Problem requirements: Across the entries below, work out how many lines contain "textBaseline". Please give the number only.

━━ Extracted information ━━

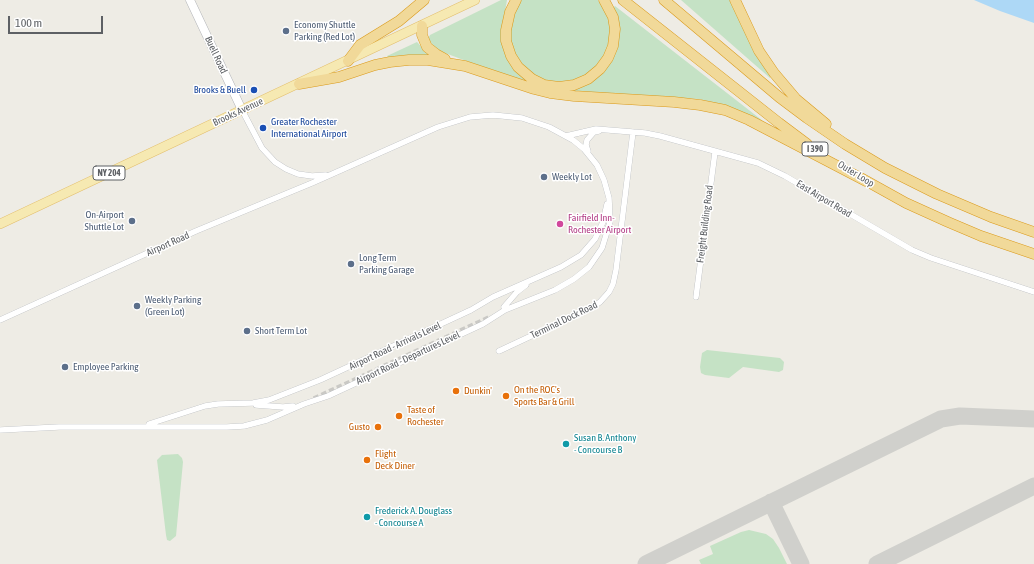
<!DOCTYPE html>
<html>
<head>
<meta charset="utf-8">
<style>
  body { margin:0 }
  #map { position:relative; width:1034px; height:564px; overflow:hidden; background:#eeece5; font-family:"Asap Condensed",sans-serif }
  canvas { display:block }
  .scale { position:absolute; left:8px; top:16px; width:95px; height:18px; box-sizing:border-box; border:2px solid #5d6064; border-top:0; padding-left:5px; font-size:12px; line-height:14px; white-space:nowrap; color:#5d6064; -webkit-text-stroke:3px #fff; paint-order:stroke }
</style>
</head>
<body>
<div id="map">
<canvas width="1034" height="564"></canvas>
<div class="scale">100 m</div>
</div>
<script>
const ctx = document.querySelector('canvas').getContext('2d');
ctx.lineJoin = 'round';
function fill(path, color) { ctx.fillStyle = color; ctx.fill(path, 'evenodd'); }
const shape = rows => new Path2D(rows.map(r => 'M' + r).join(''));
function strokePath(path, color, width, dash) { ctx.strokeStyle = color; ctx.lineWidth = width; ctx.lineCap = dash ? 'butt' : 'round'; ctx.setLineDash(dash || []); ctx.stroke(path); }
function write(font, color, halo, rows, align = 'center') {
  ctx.font = font + ' "Asap Condensed",sans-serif'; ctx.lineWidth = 3; ctx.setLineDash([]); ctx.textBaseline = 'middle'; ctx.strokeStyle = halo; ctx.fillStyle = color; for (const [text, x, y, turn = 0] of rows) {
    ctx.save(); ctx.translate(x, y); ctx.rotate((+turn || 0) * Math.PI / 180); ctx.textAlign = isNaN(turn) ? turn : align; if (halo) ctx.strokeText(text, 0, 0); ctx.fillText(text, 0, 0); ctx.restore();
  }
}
fill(shape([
  [501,0,507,0,502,29,527,80,525,83,437,50,428,39,430,35],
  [521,0,598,0,608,15,611,32,607,50,598,65,580,79,558,83,542,80,535,76,517,59,509,41,511,21],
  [681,0,730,0,772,76,770,78],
  [615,6,763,121,728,107,699,99,569,93,569,90,609,64,612,9],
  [417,42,431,57,390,59,387,56],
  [707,350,780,358,784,362,783,370,779,372,743,367,729,378,705,375,701,373,700,367,702,353],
  [178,454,182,458,183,462,176,536,170,541,167,540,166,535,157,460,162,455],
  [749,530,766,534,773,539,779,548,787,564,701,564,699,560,713,554,710,546,741,532]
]), '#c5e2c5');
fill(shape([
  [974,0,1034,0,1034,23,1000,11]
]), '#add8f6');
strokePath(shape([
  [771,502,801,564],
  [646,564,941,419,960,416,1034,419],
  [877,564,1034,486]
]), '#d0d0cc', 17);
strokePath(shape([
  [314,399,491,317]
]), '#cac9c5', 5.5, [5.5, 3]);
const street = shape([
  [242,110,262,148,275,162,286,169,298,174,312,176,326,175],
  [566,136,596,129,645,133,660,136,758,163,785,176,912,250,931,258,1034,292],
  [588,151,586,145,587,140,594,132,599,131],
  [696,297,715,152],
  [504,307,517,292,526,285],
  [0,320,196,231,312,183,438,127,470,117,493,115,522,118,549,127,573,140,584,149,597,165,604,180,609,198,610,222,602,248,589,267,574,279,555,290,505,310,483,324,328,396,304,404,267,420,244,426,227,427,59,427,0,430],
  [499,351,591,308,600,302,609,292,613,284,616,270,633,132],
  [256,405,283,407,293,406],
  [149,424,205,406,218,404,253,403,269,400,320,380,471,310,493,297,561,267,581,255,595,239,603,222,607,204]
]);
const secondary = shape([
  [190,0,242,110]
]);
const primary = shape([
  [0,224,475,0]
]);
const highway = shape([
  [516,0,510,12,506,30,506,41,511,56,518,67,532,79,544,85,559,87,574,85,588,79,600,69,608,58,613,46,615,29,613,17,604,0],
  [623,0,779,123,807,144],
  [664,0,779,97,807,118,845,144,885,168,937,194,991,217,1034,232],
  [735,0,759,51,774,73,796,99,826,124],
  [422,26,422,35,427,47,436,54,445,59],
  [348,61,360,45,399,21,424,0],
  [299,84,339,77,375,65,390,62,409,60,428,60,465,66,534,89,550,93,574,96,674,102,700,105,725,110,749,120,866,181],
  [861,178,906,203,948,222,981,236,1034,254]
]);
strokePath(street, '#b2b5b9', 6);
strokePath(secondary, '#b2b4b8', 9);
strokePath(primary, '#e2bd6a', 10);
strokePath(highway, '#da9919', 11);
strokePath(street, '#fff', 5.5);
strokePath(secondary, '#fff', 8);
strokePath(primary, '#f6e9b2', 9);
strokePath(highway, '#f1d999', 10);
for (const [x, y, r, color] of [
  [286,31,4,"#5c6f8a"],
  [254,90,4,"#1a4fb4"],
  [263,128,4,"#1a4fb4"],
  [544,177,4,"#5c6f8a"],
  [132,221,4,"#5c6f8a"],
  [560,224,4,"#d1479c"],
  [351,264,4,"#5c6f8a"],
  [137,306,4,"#5c6f8a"],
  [247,331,4,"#5c6f8a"],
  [65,367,4,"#5c6f8a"],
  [456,391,4,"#e8710a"],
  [506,396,4,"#e8710a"],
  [399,416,4,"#e8710a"],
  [378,427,4,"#e8710a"],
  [566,444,4,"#0f9aa8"],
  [367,460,4,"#e8710a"],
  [367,517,4,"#0f9aa8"]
]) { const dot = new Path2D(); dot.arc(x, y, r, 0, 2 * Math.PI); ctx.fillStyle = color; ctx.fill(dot); strokePath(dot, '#fff', 1.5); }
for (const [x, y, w] of [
  [815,149,26],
  [109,173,32]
]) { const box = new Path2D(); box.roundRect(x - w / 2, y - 7, w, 14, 3); ctx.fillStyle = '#fff'; ctx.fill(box); strokePath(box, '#5d6064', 1); }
write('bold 9px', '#5d6064', null, [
  ["I 390",815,149],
  ["NY 204",109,173]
]);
write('10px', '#4e5e75', '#fff', [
  ["Economy Shuttle",294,25],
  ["Parking (Red Lot)",294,37],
  ["Weekly Lot",552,177],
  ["On-Airport",124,215,"right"],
  ["Shuttle Lot",124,227,"right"],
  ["Long Term",359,258],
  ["Parking Garage",359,270],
  ["Weekly Parking",145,300],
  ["(Green Lot)",145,312],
  ["Short Term Lot",255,331],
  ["Employee Parking",73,367]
], 'left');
write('10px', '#5d6064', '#fff', [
  ["Buell Road",216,55,65],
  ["Brooks Avenue",238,112,-25],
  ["Outer Loop",856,174,31],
  ["East Airport Road",824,199,31],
  ["Freight Building Road",705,224,-83],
  ["Airport Road",168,244,-24],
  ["Terminal Dock Road",564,320,-26],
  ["Airport Road - Arrivals Level",395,346,-25],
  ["Airport Road - Departures Level",408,358,-25]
]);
write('10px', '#164399', '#fff', [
  ["Brooks & Buell",246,90],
  ["Greater Rochester",271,122,"left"],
  ["International Airport",271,134,"left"]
], 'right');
write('10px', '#b23c85', '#fff', [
  ["Fairfield Inn-",568,218],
  ["Rochester Airport",568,230]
], 'left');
write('10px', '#c56008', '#fff', [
  ["On the ROC's",514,390],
  ["Sports Bar & Grill",514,402],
  ["Dunkin'",464,391],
  ["Taste of",407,410],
  ["Rochester",407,422],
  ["Gusto",370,427,"right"],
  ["Flight",375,454],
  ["Deck Diner",375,466]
], 'left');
write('10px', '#0d838f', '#fff', [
  ["Susan B. Anthony",574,438],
  ["- Concourse B",574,450],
  ["Frederick A. Douglass",375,511],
  ["- Concourse A",375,523]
], 'left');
</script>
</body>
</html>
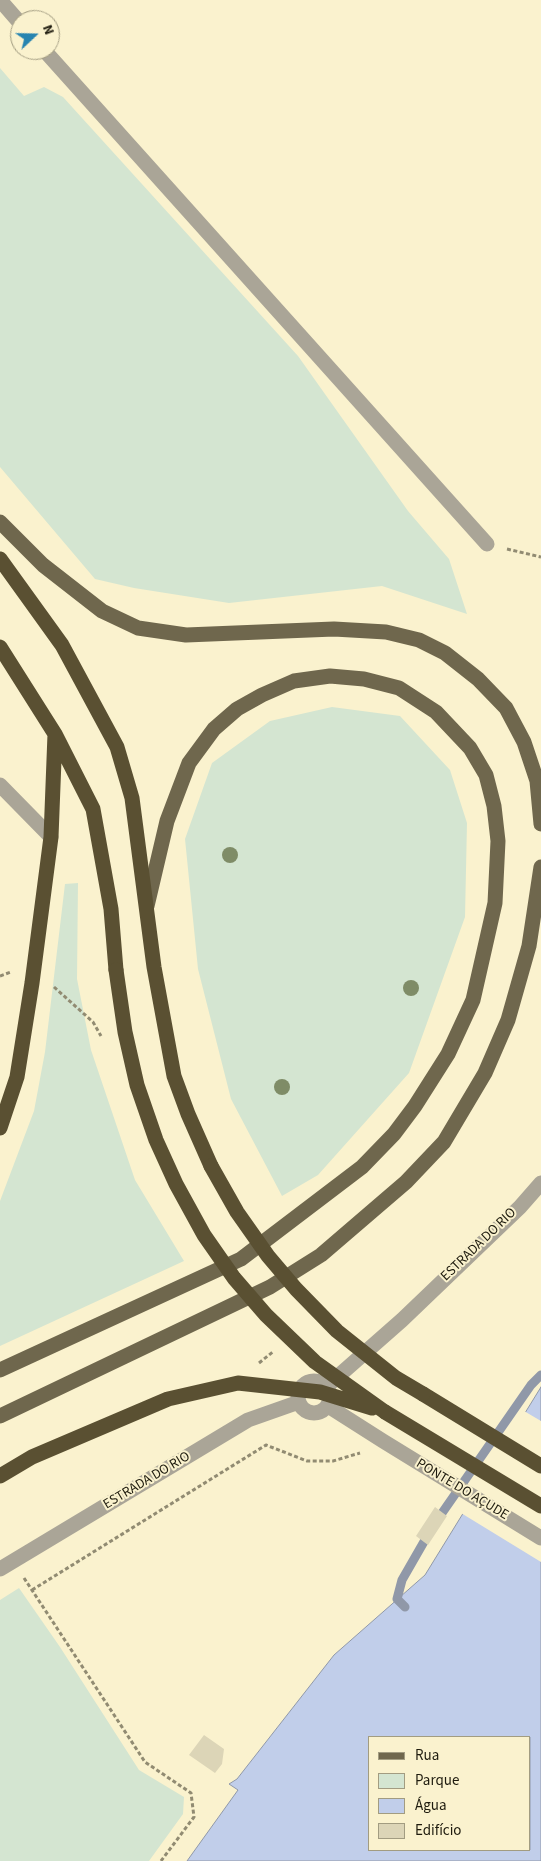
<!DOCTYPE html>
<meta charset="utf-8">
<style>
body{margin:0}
#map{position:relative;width:541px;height:1861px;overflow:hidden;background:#faf2ce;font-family:"Source Sans 3",sans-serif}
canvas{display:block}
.legend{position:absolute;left:368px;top:1736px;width:162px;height:115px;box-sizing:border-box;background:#faf2ce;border:1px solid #a29c81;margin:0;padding:6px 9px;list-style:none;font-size:15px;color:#1e1b0e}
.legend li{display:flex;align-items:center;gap:10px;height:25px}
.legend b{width:25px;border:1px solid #a29c81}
.north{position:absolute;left:10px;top:10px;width:50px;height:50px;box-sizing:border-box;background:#faf2ce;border:1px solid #a29c81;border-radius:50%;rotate:69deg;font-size:14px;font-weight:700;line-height:20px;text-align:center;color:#1e1b0e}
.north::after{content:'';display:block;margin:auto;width:18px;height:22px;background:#2784b0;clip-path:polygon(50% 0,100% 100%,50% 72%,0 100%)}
</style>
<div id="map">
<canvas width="541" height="1861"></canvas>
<ul class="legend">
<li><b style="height:6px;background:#6f674d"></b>Rua</li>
<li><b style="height:14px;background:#d4e5d1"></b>Parque</li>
<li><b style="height:14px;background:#c1ceea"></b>Água</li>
<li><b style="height:14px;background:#dcd5b7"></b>Edifício</li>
</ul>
<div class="north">N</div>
</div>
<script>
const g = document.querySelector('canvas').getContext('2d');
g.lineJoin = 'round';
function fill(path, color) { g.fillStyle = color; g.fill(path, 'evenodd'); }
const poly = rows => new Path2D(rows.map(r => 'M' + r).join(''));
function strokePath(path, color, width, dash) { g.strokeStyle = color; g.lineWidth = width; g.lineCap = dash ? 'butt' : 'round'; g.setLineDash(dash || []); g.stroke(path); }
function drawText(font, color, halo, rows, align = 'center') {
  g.font = font + ' "Source Sans 3",sans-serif'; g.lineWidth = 4; g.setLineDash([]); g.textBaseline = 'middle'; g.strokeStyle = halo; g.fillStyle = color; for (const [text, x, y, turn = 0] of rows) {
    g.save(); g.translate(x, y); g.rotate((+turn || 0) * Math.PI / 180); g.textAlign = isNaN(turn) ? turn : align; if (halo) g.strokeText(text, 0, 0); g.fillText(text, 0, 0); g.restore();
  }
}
fill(poly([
 [0,68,24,96,44,87,63,97,298,356,408,511,449,559,467,614,382,586,229,603,134,588,95,579,0,467],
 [332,707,400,716,450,770,467,823,465,917,409,1073,318,1175,282,1196,231,1099,198,969,185,839,212,763,270,721],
 [78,883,77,979,91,1050,135,1180,184,1261,0,1346,0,1201,34,1111,45,1052,65,884],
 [19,1588,60,1647,139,1770,184,1797,183,1814,149,1861,0,1861,0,1600]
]), '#d4e5d1');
const water = poly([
 [541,1387,541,1523,534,1535,531,1551,541,1548,541,1861,187,1861,238,1790,229,1784,237,1779,334,1655,425,1575,541,1387],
 [370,1737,530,1737,530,1850,370,1850,370,1737]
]);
fill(water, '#c1ceea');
strokePath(water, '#9098a8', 1);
fill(poly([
 [524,1411,541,1421,541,1528,533,1547,533,1549,535,1549,541,1545,541,1562,461,1513]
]), '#faf2ce');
strokePath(poly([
 [405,1607,397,1599,402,1580,433,1526,531,1385,541,1375]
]), '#9098a8', 9);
fill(poly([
 [435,1507,447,1516,428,1545,416,1536],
 [204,1735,224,1749,222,1764,215,1773,189,1755]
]), '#dcd5b7');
strokePath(poly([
 [507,549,541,557],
 [0,976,11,972],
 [54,987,93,1022,101,1036],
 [259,1363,274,1351],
 [24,1578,145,1762,191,1793,194,1817,161,1861],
 [32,1590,266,1445,307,1461,333,1461,360,1453]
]), '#918b72', 3, [4, 2.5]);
strokePath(poly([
 [0,0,20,23],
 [44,50,487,544],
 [0,785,51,837],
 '298 1397a16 16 0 1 1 32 0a16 16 0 1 1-32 0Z',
 [327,1386,402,1320,520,1207,541,1183],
 [328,1406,383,1441,541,1538],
 [0,1569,248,1420,299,1402]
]), '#aaa597', 15);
strokePath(poly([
 [0,522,43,565,102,611,138,628,186,635,334,629,386,632,419,640,445,653,478,679,506,708,524,742,537,781,541,824],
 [0,1370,241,1259,362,1167,394,1134,415,1106,448,1054,473,1000,495,903,498,841,494,806,486,775,470,748,436,712,399,688,364,679,330,676,294,681,262,695,237,709,214,729,189,763,167,821,147,906],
 [0,1416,270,1287,321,1255,406,1182,444,1142,485,1073,508,1020,529,946,541,867]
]), '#6f674d', 15);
strokePath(poly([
 [0,559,62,645,117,747,132,798,154,967,174,1076,188,1114,211,1166],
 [0,647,55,734,93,809,111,909,116,970],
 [0,1128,17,1077,32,983,51,837,55,734],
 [423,1394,541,1466],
 [385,1412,541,1506]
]), '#5a5032', 15);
strokePath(poly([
 [116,970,125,1032,137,1085,156,1140,176,1184,204,1235,234,1278,266,1315,315,1362,385,1412],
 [211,1166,237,1212,268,1256,296,1289,337,1331,396,1378,423,1394],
 [0,1476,32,1457,168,1399,238,1383,320,1392,372,1408]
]), '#5a5032', 15);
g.fillStyle = '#7f8c67';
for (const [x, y] of [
 [230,855],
 [411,988],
 [282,1087]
]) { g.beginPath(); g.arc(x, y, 8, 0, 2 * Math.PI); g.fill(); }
drawText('14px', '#1e1b0e', '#faf2ce', [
 ["ESTRADA DO RIO",479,1245,-44],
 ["ESTRADA DO RIO",147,1481,-31],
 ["PONTE DO AÇUDE",462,1490,31]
]);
</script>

━━━

Answer to this problem: 2